Retinal Detachment: A Practical Imaging Pathway From Symptoms to Surgical Planning

This guide outlines imaging from symptoms to retinal detachment surgery

Flashes, floaters, and a creeping ‘curtain’ can feel vague, like your eye is just tired or irritated. But when the retina starts to lift away from the back of the eye, minutes matter, and imaging is what turns a scary symptom into a clear plan. If you are the first clinician to see it, your workflow sets the pace for everyone else.

The goal is not to order every test, but to use the right tools, in the right sequence, to confirm the diagnosis, map what is happening, and hand the surgeon a picture that is actionable. In this guide, we’ll walk through a practical imaging pathway from first symptoms to surgical planning.

1.   Start with symptoms

When someone reports new flashes, floaters, or a shadow in peripheral vision, suspected detachment should be treated as an urgent retina workup, and not a routine follow-up. The first imaging decision is really a triage decision: Does this patient need same-day specialist evaluation, and is the macula still on? This early distinction matters because central vision can worsen if the detachment progresses. Imaging begins only after urgency is recognised.

2.   Document visual function before you dilate everything

Before drops blur the view, record the best-corrected visual acuity when possible, pinhole if needed, and confrontational fields if the patient can cooperate.
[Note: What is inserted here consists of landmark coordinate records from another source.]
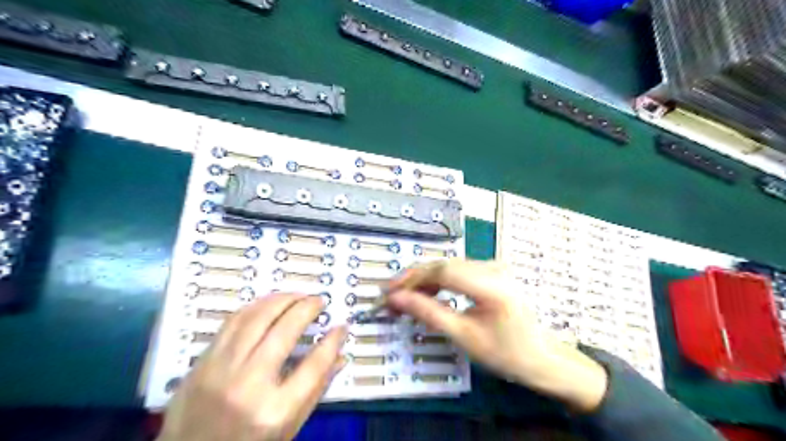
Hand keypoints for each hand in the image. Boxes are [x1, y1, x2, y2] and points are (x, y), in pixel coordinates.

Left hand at [156, 294, 345, 439]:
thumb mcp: (288, 428)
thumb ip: (316, 389)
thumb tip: (339, 355)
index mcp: (275, 411)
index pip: (314, 365)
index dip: (332, 341)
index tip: (341, 326)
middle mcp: (248, 386)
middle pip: (285, 331)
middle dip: (307, 308)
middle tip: (319, 301)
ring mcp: (220, 370)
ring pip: (257, 317)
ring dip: (282, 299)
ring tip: (298, 296)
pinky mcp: (202, 362)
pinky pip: (233, 321)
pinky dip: (256, 306)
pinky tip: (270, 303)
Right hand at [387, 260, 605, 412]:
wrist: (541, 357)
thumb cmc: (506, 353)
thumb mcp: (464, 336)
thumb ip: (428, 313)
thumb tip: (396, 299)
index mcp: (491, 284)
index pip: (442, 270)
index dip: (411, 279)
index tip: (388, 293)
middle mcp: (493, 267)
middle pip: (443, 265)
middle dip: (413, 279)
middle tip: (390, 295)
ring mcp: (493, 266)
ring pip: (448, 266)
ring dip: (424, 280)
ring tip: (403, 297)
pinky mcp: (491, 271)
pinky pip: (458, 271)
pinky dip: (438, 282)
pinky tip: (425, 294)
Add an Amsler grid check if central distortion is reported. These basics become your baseline for counselling and for post-op comparison.

If there is a relative afferent pupillary defect, note it, as it can signal more extensive disease or concurrent pathology. Simple functional data, paired with imaging later, helps you tell the difference between something that only appears severe and something that is truly affecting vision.
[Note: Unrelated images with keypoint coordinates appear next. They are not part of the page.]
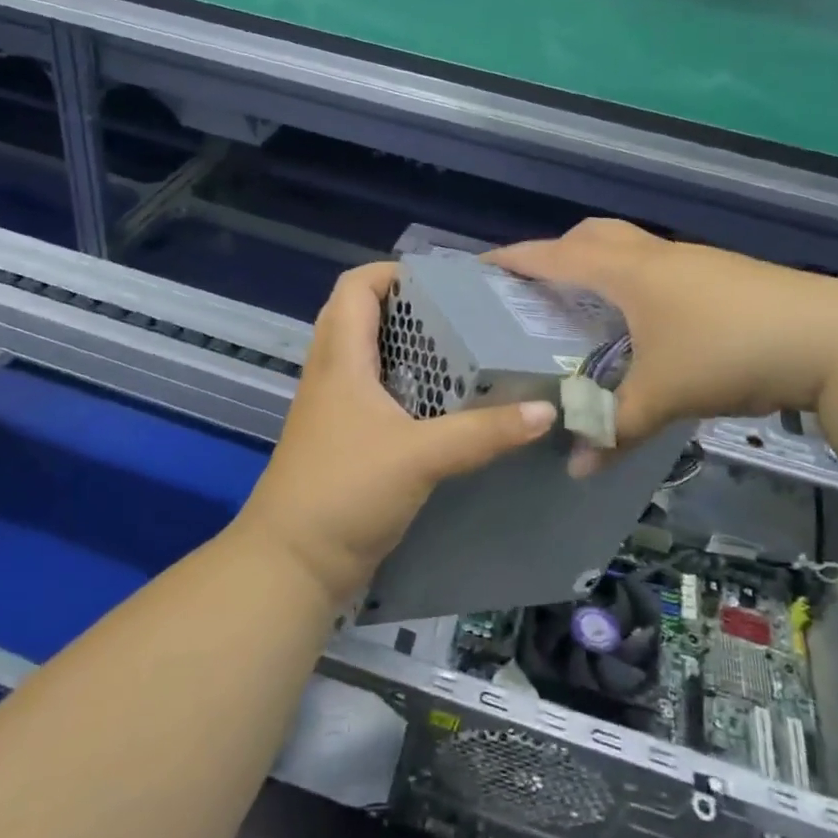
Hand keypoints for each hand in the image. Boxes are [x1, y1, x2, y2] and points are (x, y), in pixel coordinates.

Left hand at [238, 263, 556, 604]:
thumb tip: (545, 410)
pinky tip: (450, 407)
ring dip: (413, 351)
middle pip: (365, 317)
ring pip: (374, 359)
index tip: (445, 282)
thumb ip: (484, 432)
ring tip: (468, 353)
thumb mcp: (421, 456)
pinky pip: (379, 397)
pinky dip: (411, 390)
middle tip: (466, 316)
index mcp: (340, 358)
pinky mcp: (346, 441)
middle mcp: (333, 374)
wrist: (293, 566)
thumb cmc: (345, 492)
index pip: (355, 286)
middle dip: (413, 310)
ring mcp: (336, 409)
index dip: (394, 272)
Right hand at [491, 220, 837, 471]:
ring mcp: (693, 262)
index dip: (516, 259)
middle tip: (536, 288)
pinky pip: (659, 270)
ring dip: (599, 267)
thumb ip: (616, 429)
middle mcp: (656, 256)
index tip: (482, 267)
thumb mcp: (665, 394)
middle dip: (558, 253)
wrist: (834, 337)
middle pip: (593, 236)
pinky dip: (634, 285)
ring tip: (584, 307)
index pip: (555, 255)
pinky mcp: (722, 277)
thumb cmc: (730, 350)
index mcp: (628, 271)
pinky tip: (643, 325)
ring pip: (630, 250)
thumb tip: (576, 468)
3.   Check the front of the eye, then confirm the picture with a dilated exam

Start at the slit lamp and look for clues that point to a retinal break, not just ‘floaters.’ Pigment cells drifting in the anterior vitreous (Shafer’s sign) are a big warning. So is fresh vitreous haemorrhage, because it can hide tears and change the imaging you can rely on.
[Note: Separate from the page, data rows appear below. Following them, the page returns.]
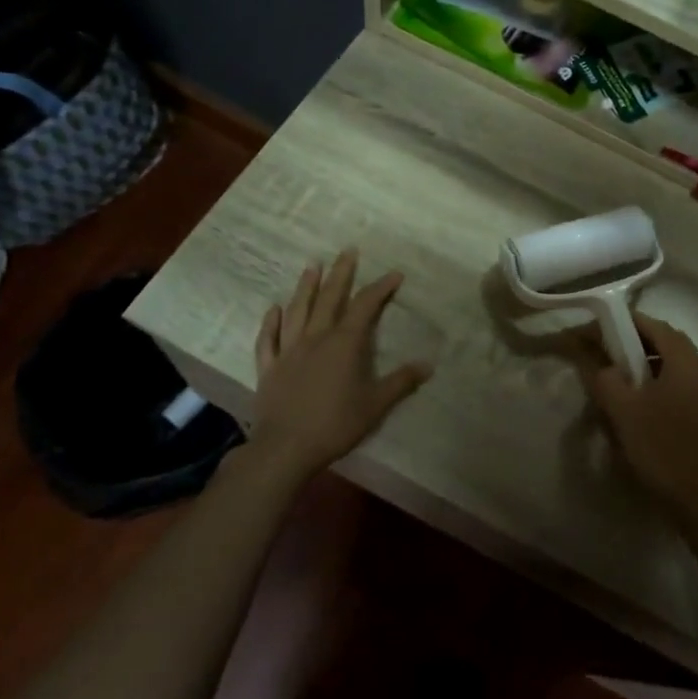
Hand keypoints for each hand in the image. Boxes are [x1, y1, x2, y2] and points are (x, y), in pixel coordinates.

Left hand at [250, 251, 431, 475]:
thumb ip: (401, 382)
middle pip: (329, 298)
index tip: (394, 275)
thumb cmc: (335, 424)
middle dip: (341, 273)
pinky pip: (268, 339)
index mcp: (344, 344)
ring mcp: (288, 351)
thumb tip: (428, 364)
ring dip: (305, 287)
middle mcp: (315, 338)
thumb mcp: (376, 405)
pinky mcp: (269, 367)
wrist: (286, 447)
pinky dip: (271, 322)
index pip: (364, 306)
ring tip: (312, 266)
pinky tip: (273, 309)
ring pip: (297, 311)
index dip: (380, 288)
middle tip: (347, 251)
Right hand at [580, 312, 697, 525]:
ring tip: (616, 370)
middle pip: (666, 340)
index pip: (654, 325)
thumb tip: (592, 359)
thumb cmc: (659, 448)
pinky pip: (677, 380)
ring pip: (672, 361)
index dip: (624, 322)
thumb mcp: (622, 409)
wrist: (695, 499)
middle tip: (605, 347)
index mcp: (686, 364)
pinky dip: (655, 376)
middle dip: (634, 338)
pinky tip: (636, 396)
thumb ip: (603, 376)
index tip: (597, 327)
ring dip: (645, 358)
Then dilate and do a careful fundus exam; this is still the core step even in a tech-heavy workflow. Map the detachment’s edge, hunt for the primary tear, and scan the periphery for additional breaks or lattice. Use scleral depression when appropriate and tolerated, because the break that drives the whole case is often the one that sits just out of an easy view.

4.   OCT to determine macular status and set expectations early

Optical coherence tomography (OCT) is the fastest, cleanest way to answer the macula question. Even when the clinical view is good, OCT can show subtle subfoveal fluid, early macular involvement, and the shape of the detachment at the posterior pole.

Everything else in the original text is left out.